1. What, to your mind, is the most pressing challenge facing the global environment? Why?
2. Have a look at this piece that Stanley Fish wrote over the summer. Does it ring true for anyone? What does it mean to live in an "environmentally friendly" way in the modern-day US?
Answer to 1: Climate Change, because it is the most far reaching and it will require our culture, our economy, and our society to change to stop it, or change to adapt to it. It also requires extreme diligence. Climate change is the "all-encompassing" environmental issue, because it seems that any environmental challenge one can think of, climate change or its solutions relates to it.
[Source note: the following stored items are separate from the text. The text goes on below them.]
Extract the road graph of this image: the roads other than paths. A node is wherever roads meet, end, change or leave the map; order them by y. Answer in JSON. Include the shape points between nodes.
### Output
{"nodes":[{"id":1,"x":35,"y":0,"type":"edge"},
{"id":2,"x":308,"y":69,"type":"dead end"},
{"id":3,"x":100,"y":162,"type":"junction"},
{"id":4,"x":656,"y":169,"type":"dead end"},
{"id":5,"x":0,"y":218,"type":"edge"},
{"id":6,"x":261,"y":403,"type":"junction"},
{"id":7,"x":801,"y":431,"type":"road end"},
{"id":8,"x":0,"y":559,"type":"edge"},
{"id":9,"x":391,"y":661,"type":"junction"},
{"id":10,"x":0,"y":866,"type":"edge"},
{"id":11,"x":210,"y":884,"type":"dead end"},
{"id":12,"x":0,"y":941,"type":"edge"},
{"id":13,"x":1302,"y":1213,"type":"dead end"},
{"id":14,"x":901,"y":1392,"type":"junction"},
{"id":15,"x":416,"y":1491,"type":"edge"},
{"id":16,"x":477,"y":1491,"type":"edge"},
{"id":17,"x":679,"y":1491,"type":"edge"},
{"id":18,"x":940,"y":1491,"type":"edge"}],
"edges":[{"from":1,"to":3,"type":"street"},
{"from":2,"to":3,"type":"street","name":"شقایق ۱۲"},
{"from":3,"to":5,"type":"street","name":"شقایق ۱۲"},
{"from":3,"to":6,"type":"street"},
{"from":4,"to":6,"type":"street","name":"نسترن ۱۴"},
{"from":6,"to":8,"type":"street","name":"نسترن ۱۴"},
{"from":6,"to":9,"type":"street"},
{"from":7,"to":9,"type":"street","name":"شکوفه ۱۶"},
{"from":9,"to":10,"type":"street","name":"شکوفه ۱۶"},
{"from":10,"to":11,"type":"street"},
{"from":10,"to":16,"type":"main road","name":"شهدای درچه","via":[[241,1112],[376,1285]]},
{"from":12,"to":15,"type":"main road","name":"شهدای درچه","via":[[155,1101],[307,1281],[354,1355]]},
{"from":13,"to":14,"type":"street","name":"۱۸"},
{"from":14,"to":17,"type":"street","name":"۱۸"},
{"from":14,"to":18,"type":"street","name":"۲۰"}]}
Answer to 2: I have to say it doesn't ring true at all for me. While the evidence he gives is interesting, he makes no constructive conclusion and ends up just complaining. I was also dismayed by his constant use of religious language such as "belief" and "sin" to describe his situation. Being "environmentally friendly" is not at all about belief or religion. It's about knowing the truth (the hard, testable, scientific realities) and then acting on it. In my mind, his conclusion should be something to the effect of "It shouldn't be this hard to be green, we must demand from our government, our neighbors, our families, ourselves that things must change so this can all be easier."
Being environmentally friendly in the modern-day US means to have reducing, reusing, and recycling integrated into life, as much as possible. But the problems are so large that they can't be solved with personal action alone, and so it takes lots of people all demanding something better. A few people living entirely off-grid and eating all locally grown organic vegan foods is not good enough to save the world. It takes everyone changing culture, economy, and society so they do not deplete the environment further.